Section 4 concludes this paper.
4. Conclusions
In this paper, we present a robust market clearing mechanism for the day-ahead electricity market and used the proposed model to simulate the day-ahead market clearing, which contains wind power producers. Because this market clearing mechanism of the day-ahead market is built-in the robust optimization framework, the robustness of the dispatch result can be ensured. In addition, the model presented in this paper is also an improvement on the previous day-ahead market robust clearing model, which reduces the conservativeness. With employing the robust market clearing model, day-ahead economic dispatch solution of the power market can be accommodated against any uncertainty output within the wind power uncertainty set, which not only ensures the wind power regulation capability in the electricity market, but also generates reasonable locational marginal prices.
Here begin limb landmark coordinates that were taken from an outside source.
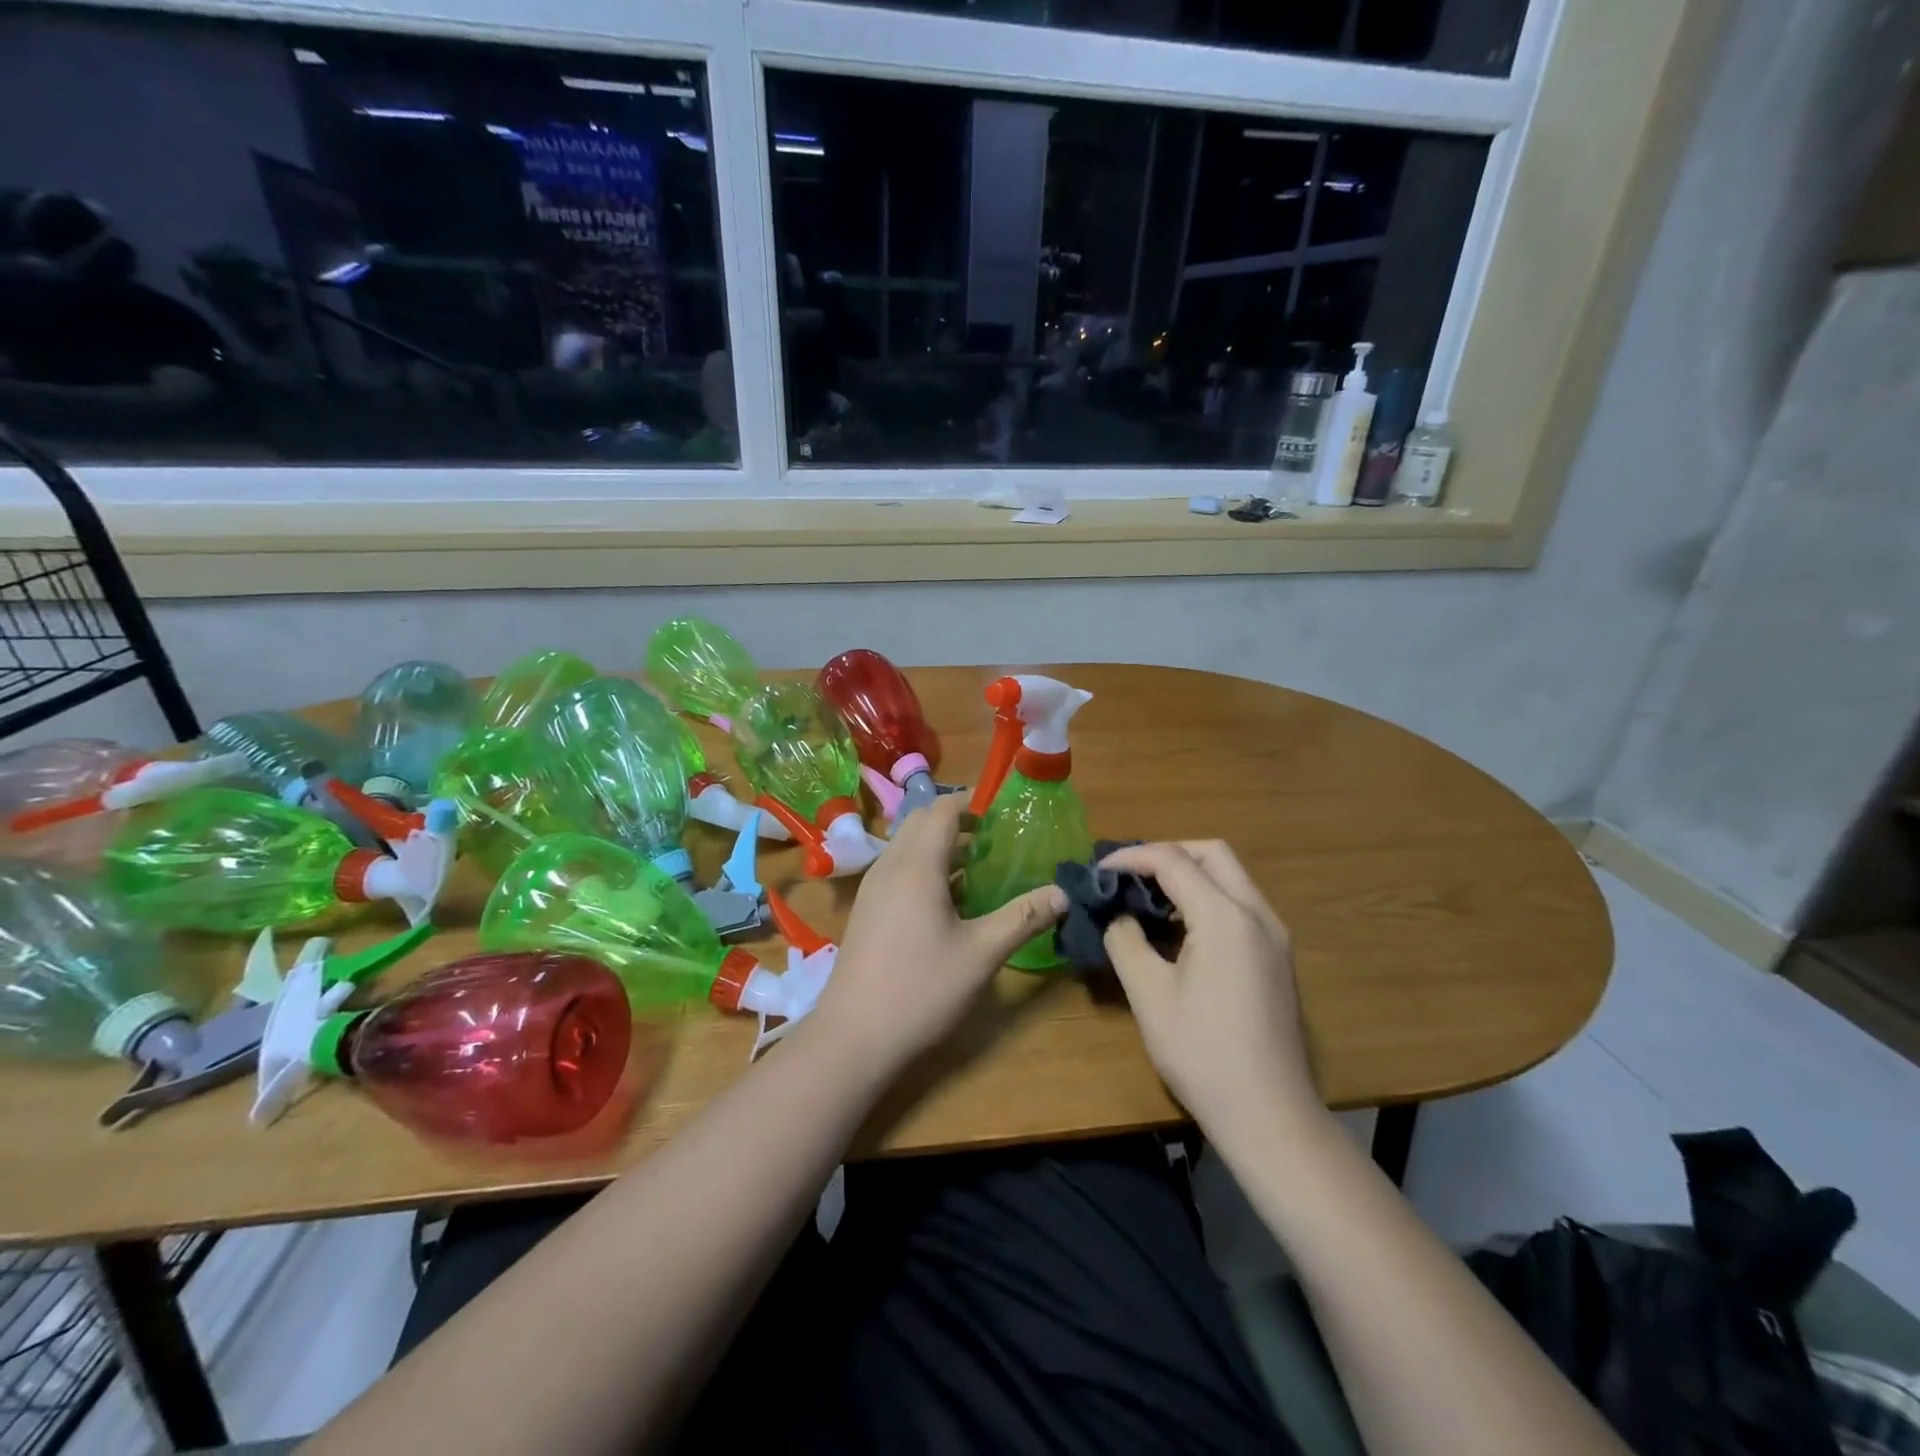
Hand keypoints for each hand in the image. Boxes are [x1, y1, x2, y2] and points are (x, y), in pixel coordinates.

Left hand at [808, 795, 1066, 1075]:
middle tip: (996, 836)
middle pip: (922, 821)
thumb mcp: (982, 954)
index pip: (943, 810)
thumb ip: (1023, 917)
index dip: (973, 802)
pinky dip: (924, 866)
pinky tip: (949, 899)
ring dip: (940, 844)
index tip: (1005, 810)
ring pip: (907, 845)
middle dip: (958, 819)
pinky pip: (898, 868)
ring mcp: (873, 887)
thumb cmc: (921, 988)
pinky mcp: (867, 909)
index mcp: (917, 865)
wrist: (854, 1036)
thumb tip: (1063, 892)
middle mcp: (890, 865)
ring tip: (979, 863)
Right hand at [1100, 841, 1322, 1137]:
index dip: (1130, 858)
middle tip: (1127, 875)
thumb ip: (1125, 941)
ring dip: (1188, 873)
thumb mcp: (1149, 995)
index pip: (1173, 860)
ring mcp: (1275, 934)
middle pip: (1212, 853)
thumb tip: (1116, 914)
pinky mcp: (1278, 955)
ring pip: (1230, 875)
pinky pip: (1240, 903)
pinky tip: (1179, 926)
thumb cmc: (1202, 1054)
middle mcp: (1257, 914)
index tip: (1098, 871)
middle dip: (1166, 853)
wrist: (1270, 1115)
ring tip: (1146, 896)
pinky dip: (1207, 896)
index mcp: (1225, 918)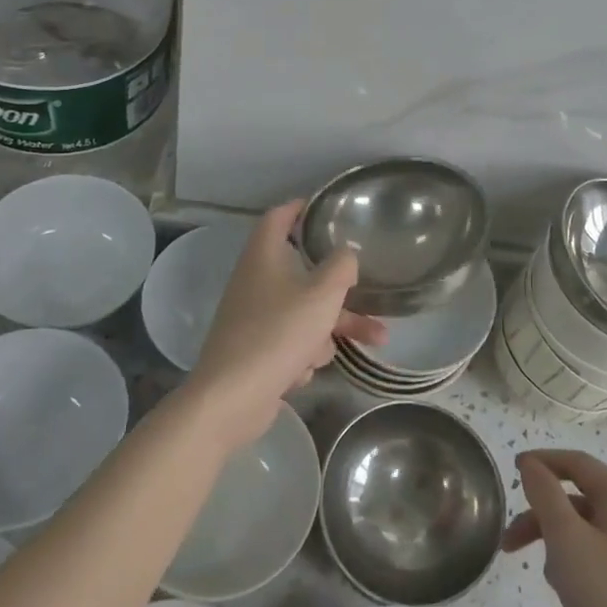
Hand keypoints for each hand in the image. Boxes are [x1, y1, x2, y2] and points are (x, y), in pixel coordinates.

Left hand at [186, 200, 384, 450]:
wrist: (231, 398)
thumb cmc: (278, 333)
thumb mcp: (323, 294)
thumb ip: (342, 266)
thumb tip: (346, 255)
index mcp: (263, 255)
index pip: (279, 216)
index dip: (302, 207)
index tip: (326, 208)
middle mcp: (255, 280)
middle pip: (303, 270)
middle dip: (340, 286)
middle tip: (367, 284)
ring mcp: (253, 316)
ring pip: (304, 310)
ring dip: (334, 325)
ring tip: (375, 339)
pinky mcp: (255, 349)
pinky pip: (291, 339)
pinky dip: (304, 352)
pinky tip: (305, 371)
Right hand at [503, 450, 606, 606]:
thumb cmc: (606, 596)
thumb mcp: (566, 538)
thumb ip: (545, 494)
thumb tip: (531, 463)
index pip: (578, 462)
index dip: (544, 460)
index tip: (512, 469)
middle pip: (577, 497)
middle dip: (541, 510)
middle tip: (509, 535)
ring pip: (582, 529)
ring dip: (552, 539)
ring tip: (536, 567)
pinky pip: (591, 556)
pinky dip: (569, 561)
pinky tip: (560, 586)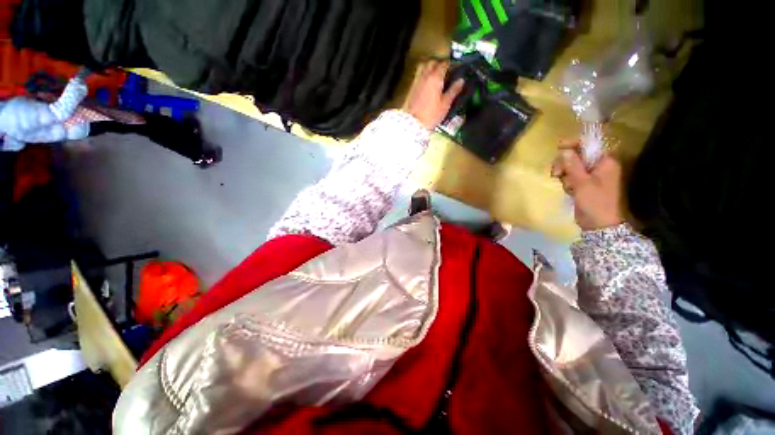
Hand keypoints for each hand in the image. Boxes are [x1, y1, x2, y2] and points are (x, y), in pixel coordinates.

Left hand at [402, 59, 464, 129]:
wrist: (414, 123)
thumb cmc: (432, 114)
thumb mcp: (445, 103)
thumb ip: (453, 90)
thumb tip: (461, 80)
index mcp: (435, 77)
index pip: (444, 64)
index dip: (451, 65)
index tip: (456, 68)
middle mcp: (425, 75)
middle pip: (432, 62)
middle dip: (439, 64)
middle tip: (446, 71)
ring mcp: (417, 81)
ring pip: (424, 67)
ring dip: (430, 68)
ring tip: (436, 76)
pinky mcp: (412, 88)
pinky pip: (419, 76)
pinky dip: (424, 76)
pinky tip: (428, 84)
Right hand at [552, 145, 623, 230]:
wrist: (599, 224)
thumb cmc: (595, 202)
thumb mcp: (582, 183)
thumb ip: (573, 166)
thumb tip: (565, 151)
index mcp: (605, 162)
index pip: (589, 145)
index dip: (574, 144)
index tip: (559, 146)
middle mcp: (599, 166)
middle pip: (577, 156)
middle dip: (565, 163)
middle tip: (556, 173)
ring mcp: (591, 176)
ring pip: (572, 167)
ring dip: (565, 174)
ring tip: (565, 185)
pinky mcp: (584, 184)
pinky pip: (571, 177)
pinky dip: (567, 181)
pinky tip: (568, 190)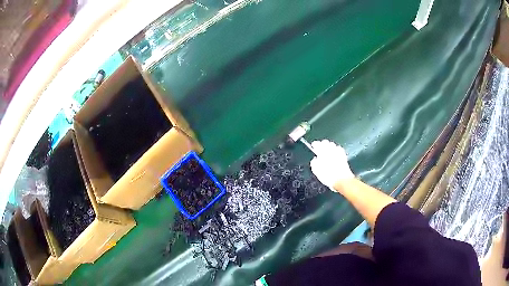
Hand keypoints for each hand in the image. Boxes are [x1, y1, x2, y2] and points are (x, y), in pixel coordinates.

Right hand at [310, 140, 353, 187]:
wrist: (342, 180)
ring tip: (327, 149)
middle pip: (326, 142)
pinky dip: (336, 149)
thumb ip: (314, 163)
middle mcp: (331, 150)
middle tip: (319, 147)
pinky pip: (339, 149)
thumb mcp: (316, 171)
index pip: (317, 144)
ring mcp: (338, 152)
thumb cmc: (329, 176)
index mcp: (322, 152)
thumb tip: (314, 160)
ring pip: (332, 144)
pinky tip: (335, 152)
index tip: (313, 145)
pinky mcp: (343, 156)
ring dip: (329, 146)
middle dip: (322, 144)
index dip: (315, 144)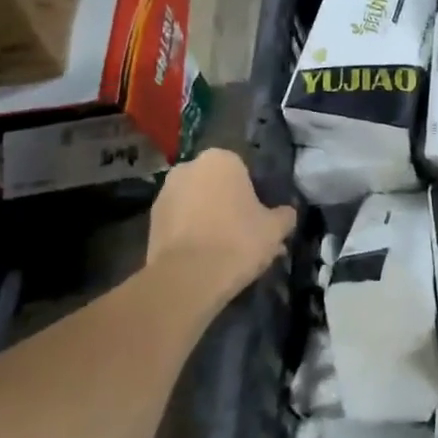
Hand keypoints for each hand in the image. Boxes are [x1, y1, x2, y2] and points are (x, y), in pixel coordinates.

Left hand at [147, 150, 296, 301]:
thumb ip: (284, 215)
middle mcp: (189, 168)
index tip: (262, 217)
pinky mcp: (150, 222)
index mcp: (221, 159)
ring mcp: (165, 194)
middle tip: (246, 234)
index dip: (255, 195)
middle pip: (217, 186)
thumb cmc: (238, 240)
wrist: (188, 278)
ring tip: (227, 252)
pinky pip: (180, 224)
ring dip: (210, 220)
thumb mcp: (276, 228)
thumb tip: (286, 213)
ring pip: (197, 205)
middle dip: (230, 205)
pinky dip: (192, 235)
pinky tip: (206, 259)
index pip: (244, 171)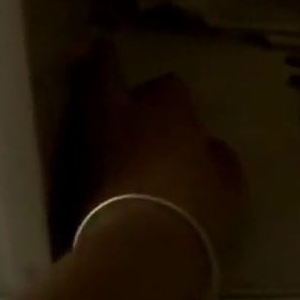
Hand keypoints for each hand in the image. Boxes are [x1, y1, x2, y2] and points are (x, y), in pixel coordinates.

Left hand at [73, 44, 244, 299]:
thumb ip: (217, 160)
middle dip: (104, 64)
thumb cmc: (196, 208)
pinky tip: (93, 147)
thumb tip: (208, 148)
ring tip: (91, 93)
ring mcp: (93, 147)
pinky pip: (80, 147)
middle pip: (105, 77)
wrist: (140, 249)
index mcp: (167, 112)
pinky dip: (86, 141)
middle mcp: (125, 118)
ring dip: (89, 100)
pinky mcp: (73, 180)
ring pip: (85, 108)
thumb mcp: (227, 185)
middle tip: (101, 50)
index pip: (169, 87)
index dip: (173, 94)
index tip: (179, 105)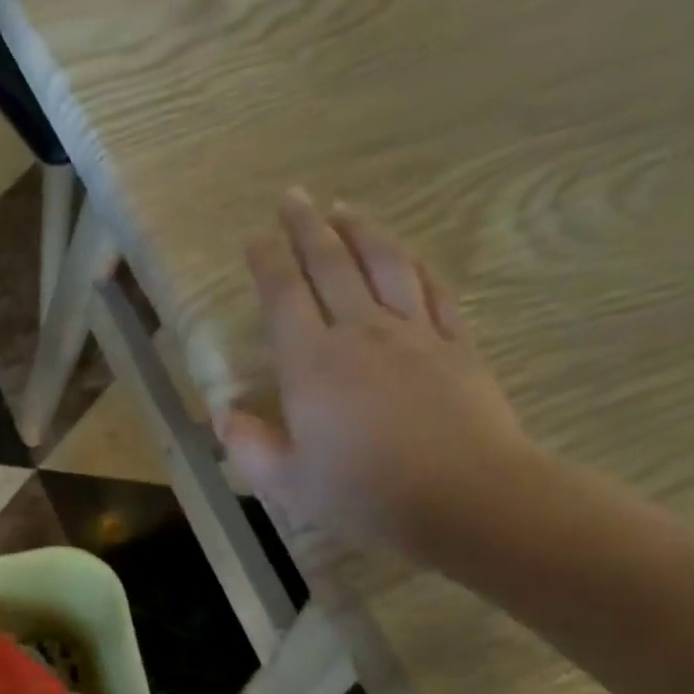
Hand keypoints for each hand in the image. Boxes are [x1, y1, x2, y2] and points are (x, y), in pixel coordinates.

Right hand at [219, 187, 533, 553]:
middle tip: (293, 197)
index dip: (267, 262)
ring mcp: (414, 334)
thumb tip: (226, 417)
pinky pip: (433, 291)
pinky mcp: (456, 345)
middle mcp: (360, 332)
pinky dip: (415, 265)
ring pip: (384, 266)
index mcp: (312, 363)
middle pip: (331, 266)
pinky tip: (406, 254)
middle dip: (307, 228)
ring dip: (361, 233)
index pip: (283, 296)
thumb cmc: (365, 492)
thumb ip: (249, 447)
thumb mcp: (286, 482)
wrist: (468, 497)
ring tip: (345, 208)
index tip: (255, 237)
Besides, there is a contradiction between the minimization of system operating costs and the minimization of wind power curtailment, which cannot be achieved at the same time. In order to accommodate the deviation due to the uncertainty of wind power producers output, it is necessary to dispatch the output of conventional generators, which will increase the total operating cost of the system. If the wind power output deviation is not accommodated, it may result in excessive wind power curtailment. In order to make full use of renewable energy and analyze the relationship between two variables, the variable of curtailed wind power is introduced into the objective function to establish the bi-objective function of minimizing the system operation cost and the least wind power curtailment. Thus, the priority dispatching of renewable energy such as wind power can be ensured, reducing waste of resources. However, as suggested by the empirical findings, it should be noted that excessive attention to reducing wind power curtailment will increase system operating costs, revealing that it is necessary to weigh the importance of the two objective functions according to the actual situation. Finally, the low computing time (simulation on the IEEE 30-bus test system, with only 50.69 s to get the final result) makes the proposed method easy to promote, providing a reasonable test bed for the more realistic and complex electric market system.